- [Required work]: Your task is to gather the lines below that hold the string "dead".

- [Supplied data]:
┌──

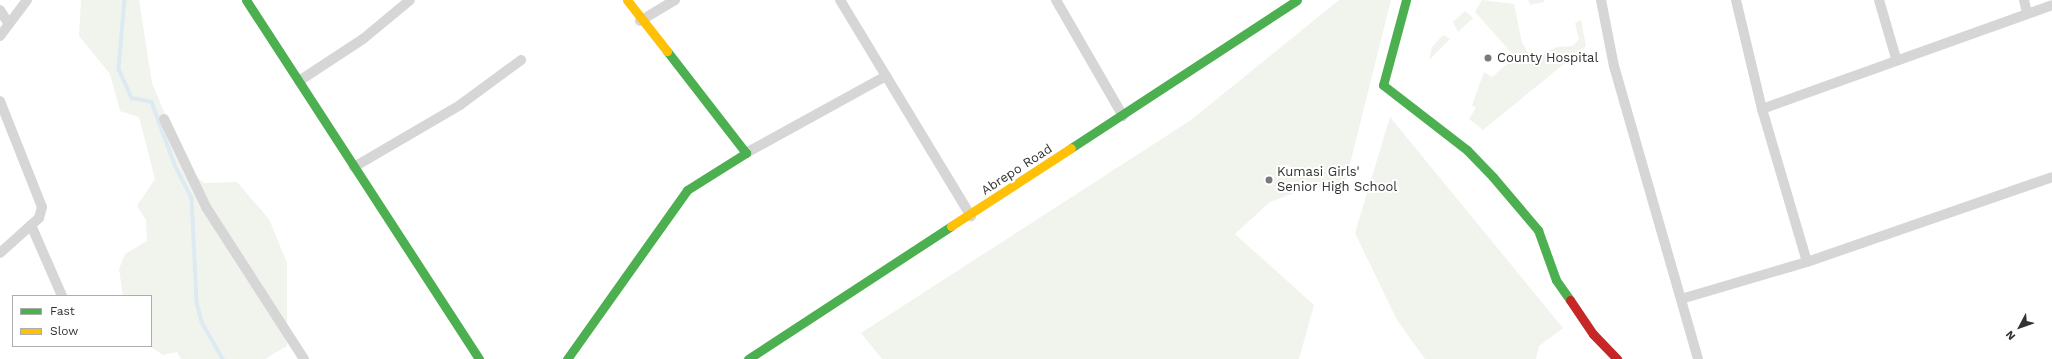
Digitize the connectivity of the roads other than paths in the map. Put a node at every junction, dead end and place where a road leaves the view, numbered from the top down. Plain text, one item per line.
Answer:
1 (27, 0) edge
2 (246, 0) edge
3 (410, 0) edge
4 (627, 0) edge
5 (675, 0) edge
6 (840, 0) edge
7 (1056, 0) edge
8 (1297, 0) edge
9 (1406, 0) edge
10 (1601, 0) edge
11 (1736, 0) edge
12 (1879, 0) edge
13 (2024, 0) edge
14 (2052, 5) edge
15 (0, 10) edge
16 (2027, 13) junction
17 (640, 21) junction
18 (8, 24) junction
19 (0, 36) edge
20 (1896, 58) junction
21 (521, 60) dead end
22 (886, 76) junction
23 (299, 81) junction
24 (0, 101) edge
25 (1762, 109) junction
26 (1123, 116) junction
27 (164, 119) dead end
28 (746, 153) junction
29 (354, 167) junction
30 (2052, 177) edge
31 (971, 216) junction
32 (31, 225) junction
33 (0, 253) edge
34 (1807, 262) junction
35 (62, 295) edge
36 (1681, 299) junction
37 (304, 359) edge
38 (479, 359) edge
39 (567, 359) edge
40 (748, 359) edge
41 (1617, 359) edge
42 (1698, 359) edge

1 - 18 street
2 - 23 street
3 - 23 street
4 - 17 street
5 - 17 street
6 - 22 street
7 - 26 street
8 - 26 street, Abrepo Road
9 - 41 street
10 - 36 street
11 - 25 street
12 - 20 street
13 - 16 street
14 - 16 street
15 - 18 street
16 - 20 street
17 - 28 street
18 - 19 street
20 - 25 street
21 - 29 street
22 - 28 street
22 - 31 street
23 - 29 street
24 - 32 street
25 - 34 street
26 - 31 street, Abrepo Road
27 - 37 street
28 - 39 street
29 - 38 street
30 - 34 street
31 - 40 street, Abrepo Road
32 - 33 street
32 - 35 street
34 - 36 street
36 - 42 street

└──

- [Solved problem]:
Digitize the connectivity of the roads other than paths in the map. Put a node at every junction, dead end and place where a road leaves the view, numbered from the top down. Plain text, one item per line.
21 (521, 60) dead end
27 (164, 119) dead end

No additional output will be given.